Voici quelques fromages qui représentent une tradition, identifient une communauté et un lieu, ses pâturages et son histoire, et qui doivent beaucoup aux races locales, parfois injustement considérées comme mineures.

Les fromages de brebis

Commençons par la Sardaigne avec le fiore sardo dei pastori, Presidio Slow Food : il s’agit d’un fromage au lait cru et entier tiré de brebis de race sarde, une race autochtone très ancienne connue pour la qualité de son lait. Le lait d’une seule traite, sans aucun traitement, est placé dans la chaudière et coagulé avec de la présure en pâte de chevreau ou d’agneau ; puis on procède au bris de la caille.
Le pecorino est formé en plaçant la masse dans des moules en forme de tronc de cône appelés pischeddas. Le fiore sardo est affiné pendant quelques semaines près de braises qui donnent une légère senteur fumée, puis dans des locaux où les fromages sont posés au sol pendant plusieurs mois.

Autre fromage, autre île : dirigeons-nous en Sicile pour découvrir la vastedda della valle del Belìce, le seul fromage de brebis à pâte filée, reconnu Presidio Slow Food. Le protagoniste ici est la brebis de la vallée du Belìce, particulièrement répandue dans les provinces d’Agrigente et Trapani mais présente dans toute la région et aussi dans la Calabre voisine. Petite curiosité sur ce fromage : le nom vient du terme dialectal vasta, c’est-à-dire “gâtée, abîmée” : les fromagers de la région l’ont en effet créé pour récupérer les pecorini présentant des défauts, en les faisant filer à haute température.

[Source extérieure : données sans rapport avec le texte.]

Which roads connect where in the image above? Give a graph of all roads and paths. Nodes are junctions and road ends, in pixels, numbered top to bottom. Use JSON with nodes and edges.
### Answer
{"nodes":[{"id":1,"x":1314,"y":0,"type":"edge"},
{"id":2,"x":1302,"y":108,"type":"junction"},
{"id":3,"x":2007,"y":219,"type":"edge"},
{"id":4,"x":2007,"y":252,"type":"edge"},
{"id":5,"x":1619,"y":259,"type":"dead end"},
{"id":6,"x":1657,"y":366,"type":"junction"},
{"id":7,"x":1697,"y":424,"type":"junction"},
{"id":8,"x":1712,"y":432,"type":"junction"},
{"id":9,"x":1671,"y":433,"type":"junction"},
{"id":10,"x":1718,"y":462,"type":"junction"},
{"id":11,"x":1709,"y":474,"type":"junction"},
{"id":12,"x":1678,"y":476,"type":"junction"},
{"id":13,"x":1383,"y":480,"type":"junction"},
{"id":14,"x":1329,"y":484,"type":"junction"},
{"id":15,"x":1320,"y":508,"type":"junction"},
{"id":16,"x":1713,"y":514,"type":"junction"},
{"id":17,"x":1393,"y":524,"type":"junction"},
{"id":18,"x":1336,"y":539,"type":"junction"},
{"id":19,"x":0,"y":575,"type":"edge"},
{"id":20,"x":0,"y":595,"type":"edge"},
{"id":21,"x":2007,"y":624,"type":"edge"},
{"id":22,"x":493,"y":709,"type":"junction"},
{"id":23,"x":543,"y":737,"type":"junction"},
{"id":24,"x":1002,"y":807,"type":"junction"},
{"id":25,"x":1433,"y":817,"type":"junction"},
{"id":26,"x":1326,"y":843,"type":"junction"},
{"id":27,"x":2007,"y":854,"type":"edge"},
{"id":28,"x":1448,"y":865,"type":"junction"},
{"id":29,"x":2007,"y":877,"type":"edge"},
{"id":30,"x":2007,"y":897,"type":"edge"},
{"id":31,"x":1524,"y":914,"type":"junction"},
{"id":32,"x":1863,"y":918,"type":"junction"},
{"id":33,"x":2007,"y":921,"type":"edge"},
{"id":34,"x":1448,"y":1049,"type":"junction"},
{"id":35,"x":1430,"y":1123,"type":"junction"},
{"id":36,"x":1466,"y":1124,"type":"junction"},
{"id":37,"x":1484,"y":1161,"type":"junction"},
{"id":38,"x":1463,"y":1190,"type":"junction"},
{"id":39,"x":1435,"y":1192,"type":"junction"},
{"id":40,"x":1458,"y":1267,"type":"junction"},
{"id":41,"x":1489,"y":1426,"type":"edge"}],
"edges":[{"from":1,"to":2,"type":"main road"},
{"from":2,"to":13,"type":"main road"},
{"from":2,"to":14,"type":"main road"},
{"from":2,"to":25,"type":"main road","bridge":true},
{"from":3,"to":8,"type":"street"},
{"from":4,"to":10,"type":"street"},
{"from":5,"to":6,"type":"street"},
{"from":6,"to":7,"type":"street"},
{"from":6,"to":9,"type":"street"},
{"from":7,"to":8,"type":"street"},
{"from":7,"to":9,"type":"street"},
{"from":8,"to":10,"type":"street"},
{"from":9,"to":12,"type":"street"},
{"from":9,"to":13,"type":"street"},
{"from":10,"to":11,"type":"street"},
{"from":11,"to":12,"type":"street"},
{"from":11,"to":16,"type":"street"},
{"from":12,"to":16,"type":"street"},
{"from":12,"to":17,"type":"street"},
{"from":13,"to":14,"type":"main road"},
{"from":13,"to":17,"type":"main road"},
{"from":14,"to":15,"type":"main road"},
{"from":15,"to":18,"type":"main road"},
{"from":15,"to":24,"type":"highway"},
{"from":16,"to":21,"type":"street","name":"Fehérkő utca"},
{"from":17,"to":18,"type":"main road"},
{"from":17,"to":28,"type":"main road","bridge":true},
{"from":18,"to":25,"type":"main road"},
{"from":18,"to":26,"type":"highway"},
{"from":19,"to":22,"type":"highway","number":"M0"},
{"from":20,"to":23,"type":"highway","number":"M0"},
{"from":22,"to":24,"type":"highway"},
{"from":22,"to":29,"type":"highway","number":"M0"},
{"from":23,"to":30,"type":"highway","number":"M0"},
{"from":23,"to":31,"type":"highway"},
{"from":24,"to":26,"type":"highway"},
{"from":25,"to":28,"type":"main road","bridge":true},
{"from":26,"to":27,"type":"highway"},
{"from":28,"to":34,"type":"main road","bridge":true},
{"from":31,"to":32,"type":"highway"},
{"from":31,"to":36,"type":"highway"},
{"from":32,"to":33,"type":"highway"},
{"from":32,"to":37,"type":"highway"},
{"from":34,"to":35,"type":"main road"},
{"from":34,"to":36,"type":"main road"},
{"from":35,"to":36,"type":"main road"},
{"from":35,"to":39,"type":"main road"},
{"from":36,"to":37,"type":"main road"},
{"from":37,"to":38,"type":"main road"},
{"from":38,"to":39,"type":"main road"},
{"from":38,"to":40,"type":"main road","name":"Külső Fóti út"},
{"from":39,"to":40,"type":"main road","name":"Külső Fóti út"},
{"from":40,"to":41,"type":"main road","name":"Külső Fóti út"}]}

En Basilicate il y a deux fromages reconnus à base de lait de brebis : le Pecorino di Filiano et le Canestrato di Moliterno (qui, cependant, selon le cahier des charges, doit être mixte, même si seulement à hauteur de 20/30 %, avec du lait de chèvre).

En Toscane on trouve la brebis massese: toison gris plomb, poil noir brillant, cornes sombres en spirale, yeux vifs et saillants, on la trouve en Émilie, en Ligurie et naturellement en Toscane : sur les montagnes pistoiesi en particulier, des producteurs qui fabriquent le pecorino en suivant entièrement la tradition résistent : brebis en alpage, lait cru et présure naturelle. Curieux de le goûter ? C’est un Presidio Slow Food.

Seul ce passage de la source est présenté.